Posture Recognition Based on Deep Learning
📁Machine Learning
👤Xudong Chen
 (Shanghai University)
📅Nov 06, 2017


👀 1126   💬 10

PR023 » Posture Recognition Based on Deep Learning


To help machines learn what we human beings are doing via a camera is important. Once it comes true, machines can make different responses to all kinds of human's postures. But the process is very difficult as well, because usually it is very slow and power-consuming, and requires a very large memory space. Here we focus on real-time posture recognition, and try to make the machine "know" what posture we make. The posture recognition system is consisted of DE10-Nano SoC FPGA Kit, a camera, and an HDMI monitor. SoC FPGA captures video streams from the camera, recognizes human postures with a CNN model, and finally shows the original video and classification result (standing, walking, waving, etc.) via HDMI interface.

Project Proposal

1. High-level Project Description


    It is very important to teach the machines to recognize human postures, using computer vision technologies, because it is much more convenient compared with those using extra devices (gravity accelerators, gyroscope and so on). So, which algorithm or model can we choose to realize posture recognition?

    Convolution Neural Networks (CNNs) are used in many fields related to images and videos, such as image recognition, object classification and target tracking. However, the computations of CNNs can be so complicated that CNNs on ordinary CPUs are very slow, power-consuming and requires too much memory space. And it becomes difficult to realize CNNs on embedded devices.

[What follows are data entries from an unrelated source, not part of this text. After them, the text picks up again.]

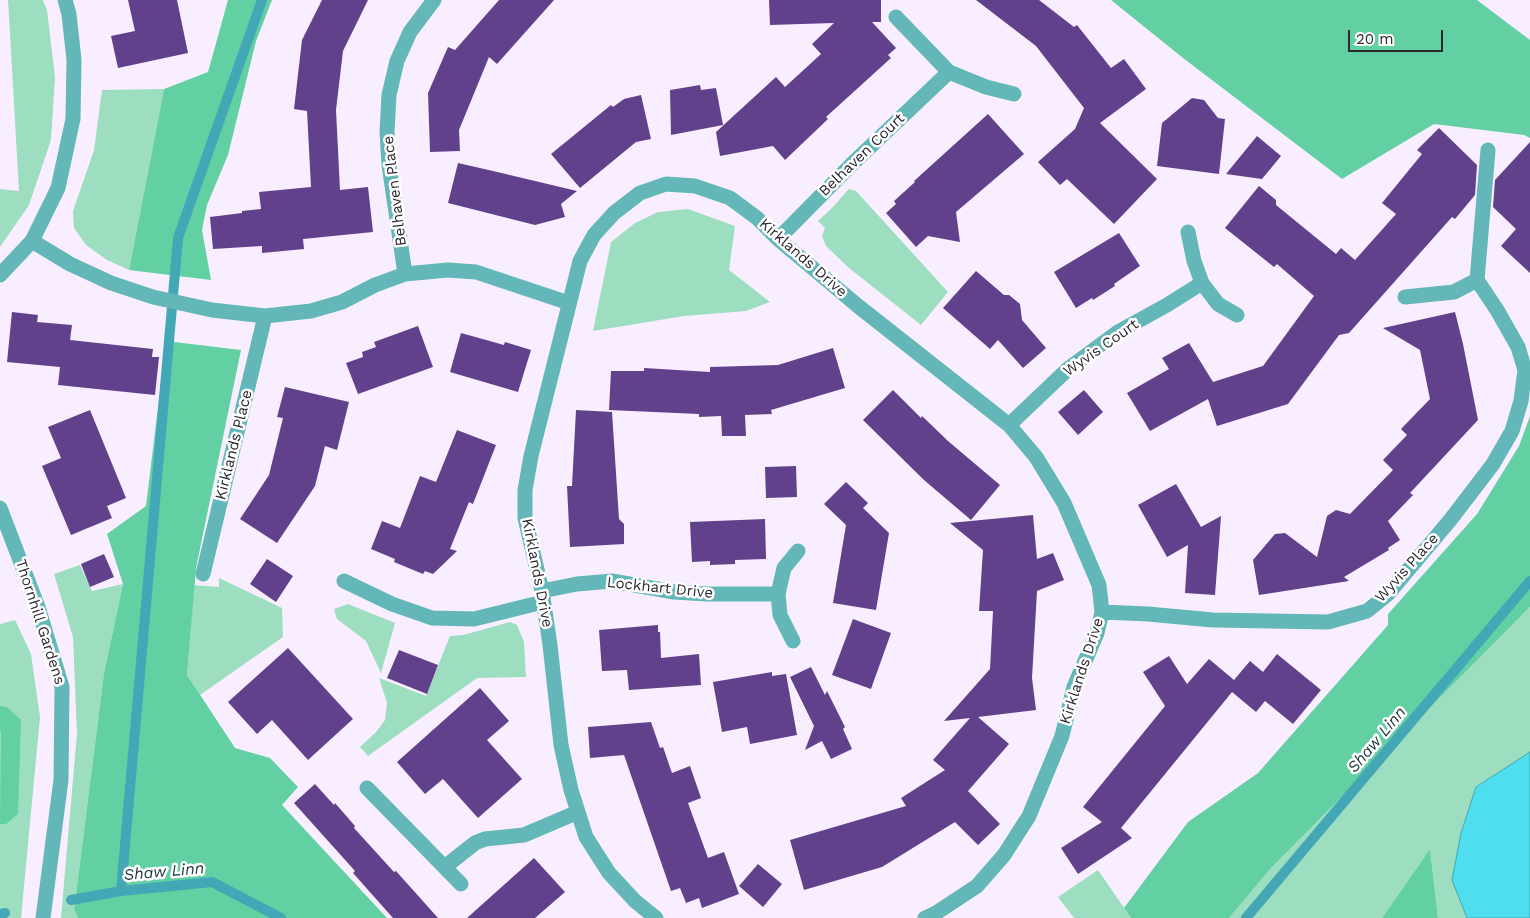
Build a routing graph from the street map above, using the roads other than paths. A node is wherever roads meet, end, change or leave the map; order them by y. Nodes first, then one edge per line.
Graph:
1 (65, 0) edge
2 (434, 0) edge
3 (896, 16) dead end
4 (949, 72) junction
5 (1014, 94) dead end
6 (1488, 150) dead end
7 (1188, 232) dead end
8 (778, 239) junction
9 (32, 241) junction
10 (405, 274) junction
11 (0, 275) edge
12 (1476, 280) junction
13 (1202, 283) junction
14 (1405, 297) dead end
15 (569, 303) junction
16 (1237, 315) dead end
17 (265, 316) junction
18 (1528, 369) edge
19 (1009, 425) junction
20 (0, 508) edge
21 (798, 551) dead end
22 (203, 574) dead end
23 (344, 581) dead end
24 (778, 594) junction
25 (542, 596) junction
26 (1102, 612) junction
27 (793, 641) dead end
28 (368, 788) dead end
29 (578, 812) junction
30 (446, 866) junction
31 (461, 884) dead end
32 (43, 918) edge
33 (656, 918) edge
34 (925, 918) edge

1 - 9 street
2 - 10 street, Belhaven Place
3 - 4 street
4 - 5 street
4 - 8 street, Belhaven Court
6 - 12 street
7 - 13 street
8 - 15 street, Kirklands Drive
8 - 19 street, Kirklands Drive
9 - 11 street
9 - 17 street
10 - 15 street
10 - 17 street
12 - 14 street
12 - 18 street, Wyvis Place
13 - 16 street
13 - 19 street, Wyvis Court
15 - 25 street, Kirklands Drive
17 - 22 street, Kirklands Place
18 - 26 street, Wyvis Place
19 - 26 street, Kirklands Drive
20 - 32 street, Thornhill Gardens
21 - 24 street
23 - 25 street, Lockhart Drive
24 - 25 street, Lockhart Drive
24 - 27 street
25 - 29 street, Kirklands Drive
26 - 34 street, Kirklands Drive
28 - 30 street
29 - 30 street
29 - 33 street, Kirklands Drive
30 - 31 street

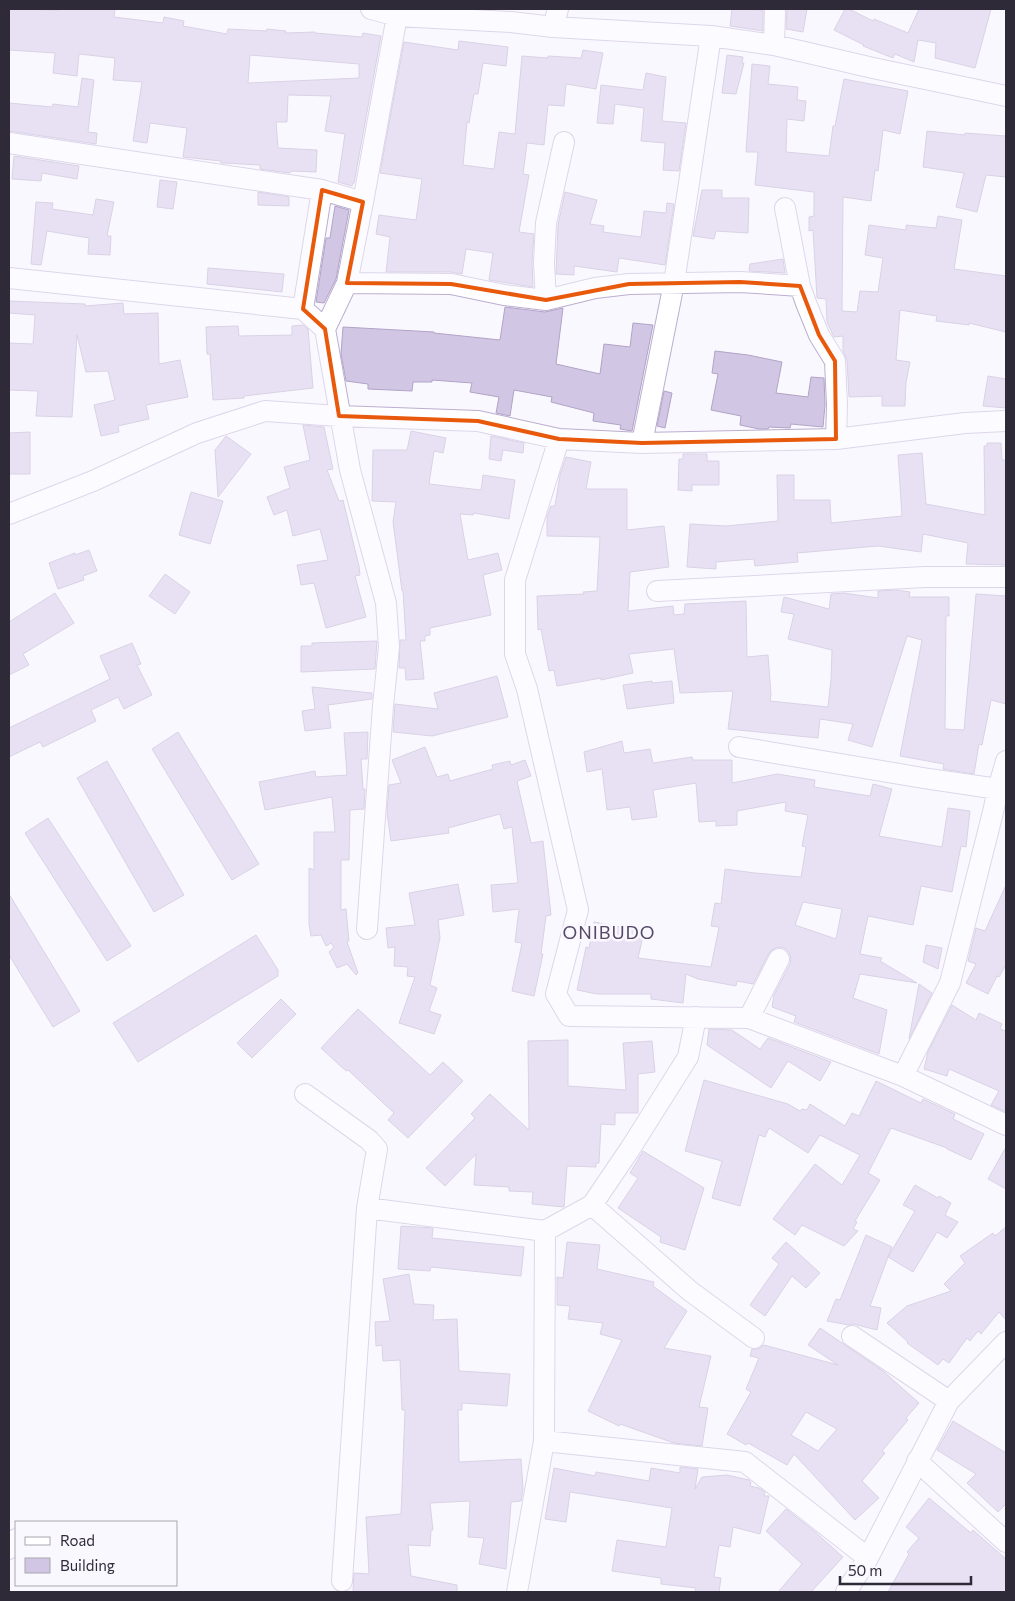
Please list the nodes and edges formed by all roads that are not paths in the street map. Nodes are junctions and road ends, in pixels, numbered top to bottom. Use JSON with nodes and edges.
{"nodes":[{"id":1,"x":371,"y":9,"type":"edge"},
{"id":2,"x":775,"y":9,"type":"edge"},
{"id":3,"x":397,"y":16,"type":"junction"},
{"id":4,"x":556,"y":18,"type":"edge"},
{"id":5,"x":711,"y":36,"type":"junction"},
{"id":6,"x":774,"y":45,"type":"junction"},
{"id":7,"x":1006,"y":96,"type":"edge"},
{"id":8,"x":564,"y":142,"type":"dead end"},
{"id":9,"x":9,"y":143,"type":"edge"},
{"id":10,"x":322,"y":190,"type":"junction"},
{"id":11,"x":363,"y":202,"type":"junction"},
{"id":12,"x":785,"y":208,"type":"dead end"},
{"id":13,"x":9,"y":278,"type":"edge"},
{"id":14,"x":347,"y":283,"type":"junction"},
{"id":15,"x":674,"y":283,"type":"junction"},
{"id":16,"x":800,"y":286,"type":"junction"},
{"id":17,"x":546,"y":300,"type":"junction"},
{"id":18,"x":303,"y":309,"type":"junction"},
{"id":19,"x":325,"y":329,"type":"junction"},
{"id":20,"x":339,"y":416,"type":"junction"},
{"id":21,"x":1006,"y":421,"type":"edge"},
{"id":22,"x":559,"y":439,"type":"junction"},
{"id":23,"x":836,"y":439,"type":"junction"},
{"id":24,"x":642,"y":443,"type":"junction"},
{"id":25,"x":9,"y":514,"type":"edge"},
{"id":26,"x":1006,"y":577,"type":"edge"},
{"id":27,"x":657,"y":591,"type":"dead end"},
{"id":28,"x":739,"y":747,"type":"dead end"},
{"id":29,"x":1006,"y":761,"type":"edge"},
{"id":30,"x":998,"y":789,"type":"junction"},
{"id":31,"x":1000,"y":814,"type":"edge"},
{"id":32,"x":367,"y":929,"type":"dead end"},
{"id":33,"x":779,"y":960,"type":"dead end"},
{"id":34,"x":696,"y":1017,"type":"junction"},
{"id":35,"x":749,"y":1018,"type":"junction"},
{"id":36,"x":902,"y":1076,"type":"junction"},
{"id":37,"x":305,"y":1094,"type":"dead end"},
{"id":38,"x":1006,"y":1124,"type":"edge"},
{"id":39,"x":592,"y":1205,"type":"junction"},
{"id":40,"x":366,"y":1208,"type":"junction"},
{"id":41,"x":545,"y":1231,"type":"junction"},
{"id":42,"x":852,"y":1336,"type":"dead end"},
{"id":43,"x":754,"y":1338,"type":"dead end"},
{"id":44,"x":1006,"y":1342,"type":"edge"},
{"id":45,"x":949,"y":1401,"type":"junction"},
{"id":46,"x":544,"y":1441,"type":"junction"},
{"id":47,"x":917,"y":1461,"type":"junction"},
{"id":48,"x":1006,"y":1542,"type":"edge"},
{"id":49,"x":868,"y":1558,"type":"junction"},
{"id":50,"x":342,"y":1581,"type":"dead end"},
{"id":51,"x":517,"y":1592,"type":"edge"},
{"id":52,"x":846,"y":1592,"type":"edge"}],
"edges":[{"from":1,"to":3,"type":"street"},
{"from":2,"to":6,"type":"street"},
{"from":3,"to":4,"type":"street"},
{"from":3,"to":11,"type":"street"},
{"from":4,"to":5,"type":"street"},
{"from":5,"to":6,"type":"street"},
{"from":5,"to":15,"type":"street"},
{"from":6,"to":7,"type":"street"},
{"from":8,"to":17,"type":"street"},
{"from":9,"to":10,"type":"street"},
{"from":10,"to":11,"type":"street"},
{"from":10,"to":18,"type":"street"},
{"from":11,"to":14,"type":"street"},
{"from":12,"to":16,"type":"street"},
{"from":13,"to":18,"type":"street"},
{"from":14,"to":17,"type":"street"},
{"from":14,"to":19,"type":"street"},
{"from":15,"to":16,"type":"street"},
{"from":15,"to":17,"type":"street"},
{"from":15,"to":24,"type":"street"},
{"from":16,"to":23,"type":"street"},
{"from":18,"to":19,"type":"street"},
{"from":19,"to":20,"type":"street"},
{"from":20,"to":22,"type":"street"},
{"from":20,"to":25,"type":"street"},
{"from":20,"to":32,"type":"street"},
{"from":21,"to":23,"type":"street"},
{"from":22,"to":24,"type":"street"},
{"from":22,"to":34,"type":"street"},
{"from":23,"to":24,"type":"street"},
{"from":26,"to":27,"type":"street"},
{"from":28,"to":30,"type":"street"},
{"from":29,"to":30,"type":"street"},
{"from":30,"to":31,"type":"street"},
{"from":31,"to":36,"type":"street"},
{"from":33,"to":35,"type":"street"},
{"from":34,"to":35,"type":"street"},
{"from":34,"to":39,"type":"street"},
{"from":35,"to":36,"type":"street"},
{"from":36,"to":38,"type":"street"},
{"from":37,"to":40,"type":"street"},
{"from":39,"to":41,"type":"street"},
{"from":39,"to":43,"type":"street"},
{"from":40,"to":41,"type":"street"},
{"from":40,"to":50,"type":"street"},
{"from":41,"to":46,"type":"street"},
{"from":42,"to":45,"type":"street"},
{"from":44,"to":45,"type":"street"},
{"from":45,"to":47,"type":"street"},
{"from":46,"to":49,"type":"street"},
{"from":46,"to":51,"type":"street"},
{"from":47,"to":48,"type":"street"},
{"from":47,"to":49,"type":"street"},
{"from":49,"to":52,"type":"street"}]}
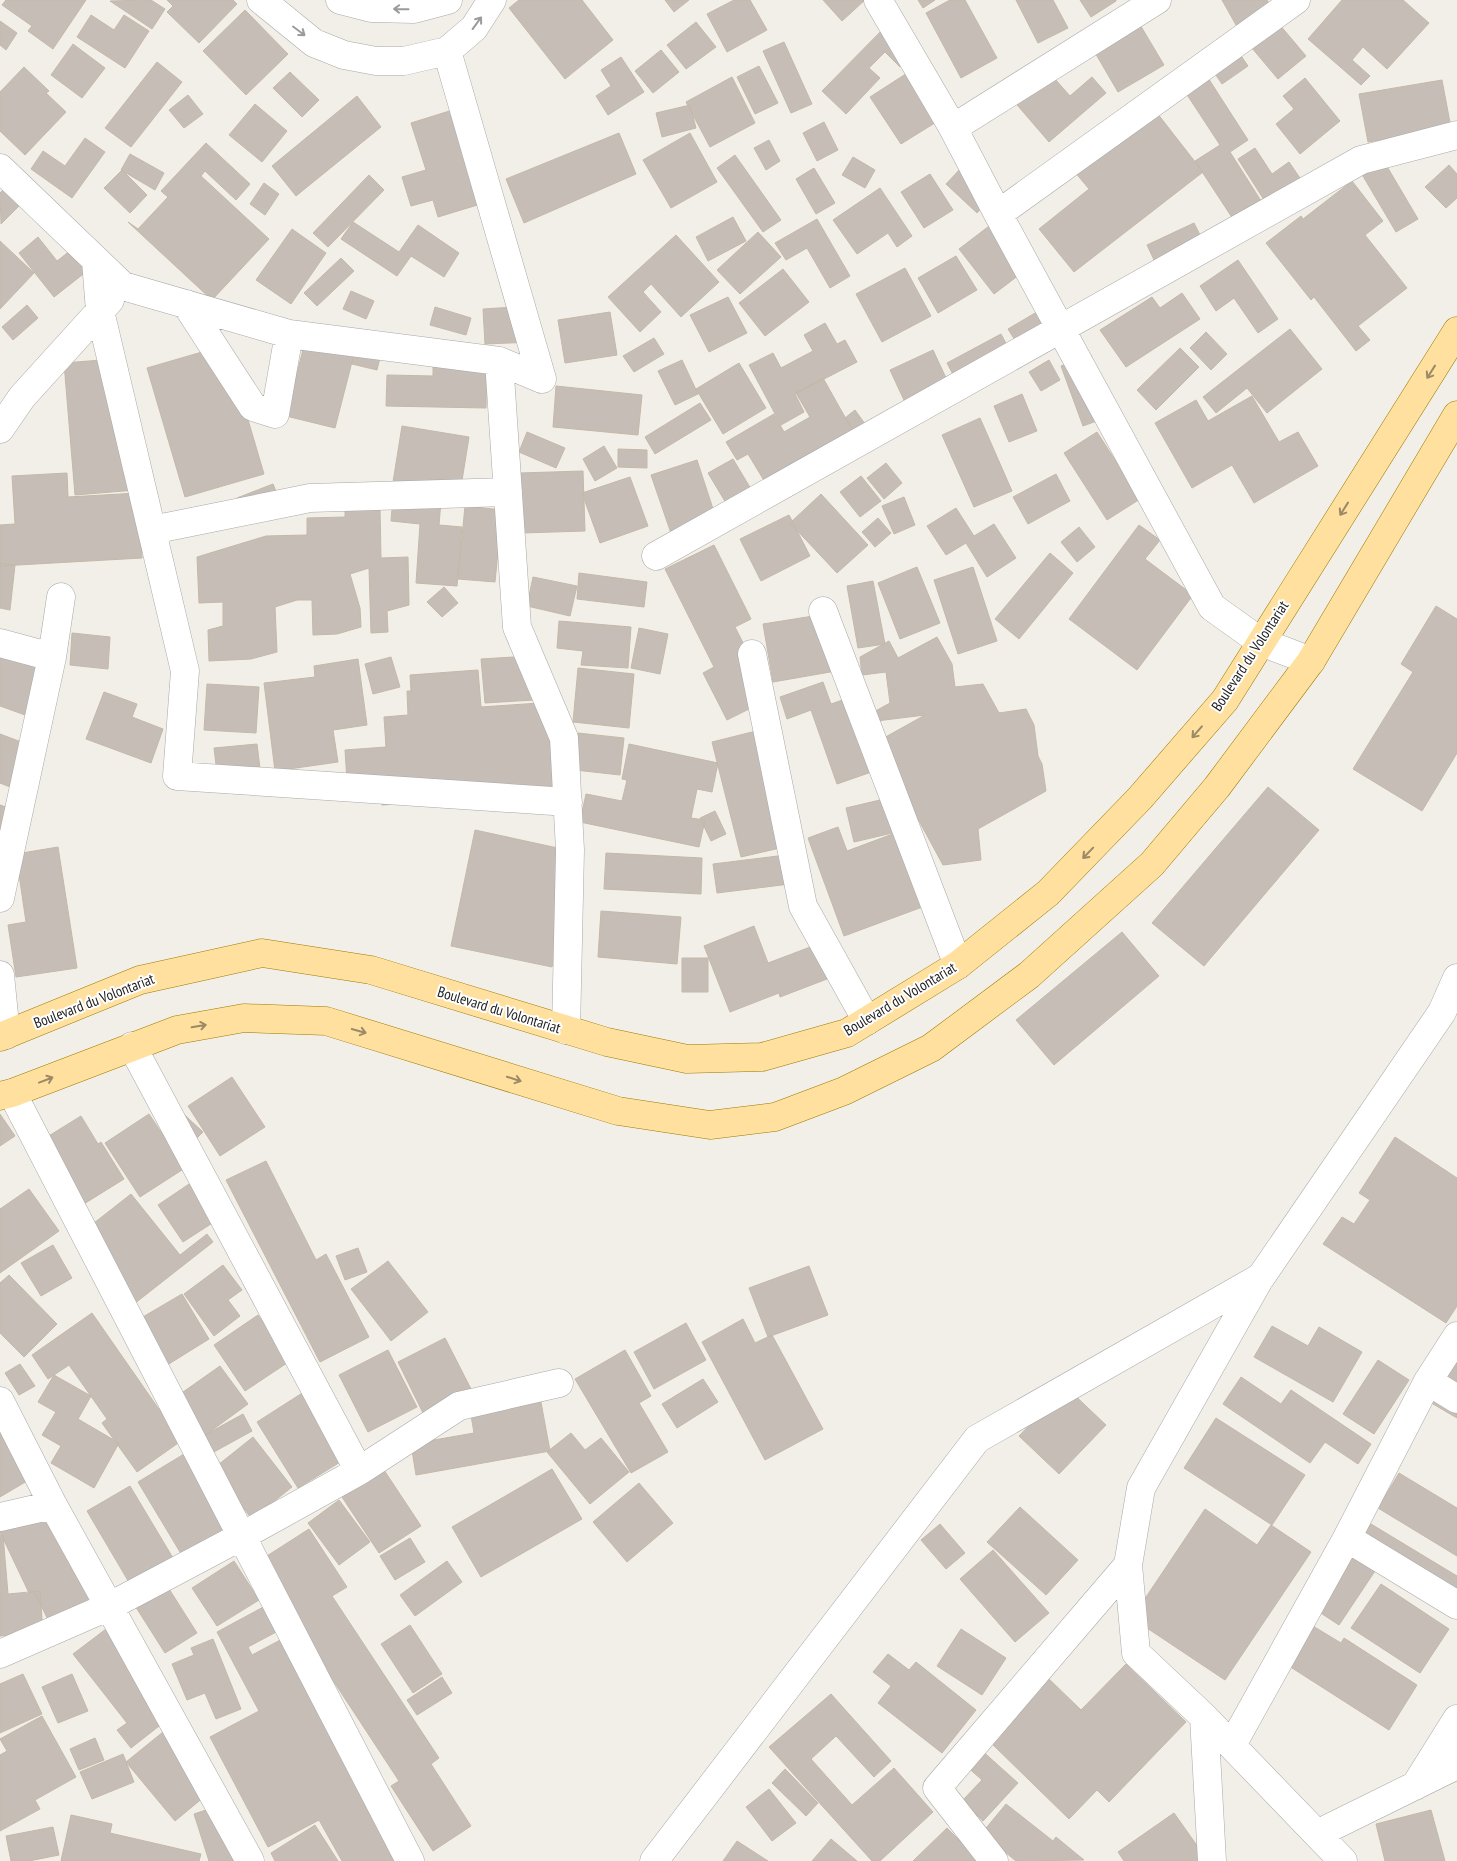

    Usually CNNs are realized on GPUs, TPUs, FPGAs and so on. And with the development of High-Level-Synthesis (HLS) and OpenCL, FPGAs are more and more used to accelerate the computing of CNNs.

Proposal of the Design

    Here we propose a posture recognition system based on DE10-Nano SoC FPGA Kit, with both FPGA part and HPS part on it. The FPGA part captures video streams from the camera, and stores it into DDR3 through AXI-Bridge or FPGA-to-SDRAM interface. Using OpenCL and HPS part, we can accelerate the process of building skeleton and recognizing posture based on CNNs. And the result, again, is stored into DDR3 SDRAM. Finally, we can see the original video and classification result (standing, walking, waving, etc.), and how the system performs via HDMI video.

Application Scope

    In consideration of camera’s performance, the proposed posture recognition system requires a bright environment. Once the machines learn how to recognize users’ postures, the classification results can be used in many applications, such as remotely controlling a model car, motion sensing games, etc.

Targeted Users

    The proposed posture recognition system is targeted to those who are wild about interesting technologies, motion sensing games and so on.

2. Block Diagram


       Posture recognition is a difficult task, since the machine should consider several continuous frames in the video, and capture the object or the human correctly, and recognize whether the object is static or dynamic.

       Generally, the human body can be considered as a system with bones and joints. So we can try to represent the human body based on skeleton. Moreover, in the “foreground extraction” field, there is a so-called “optical flow” method, which can be used to measure the speed of the object.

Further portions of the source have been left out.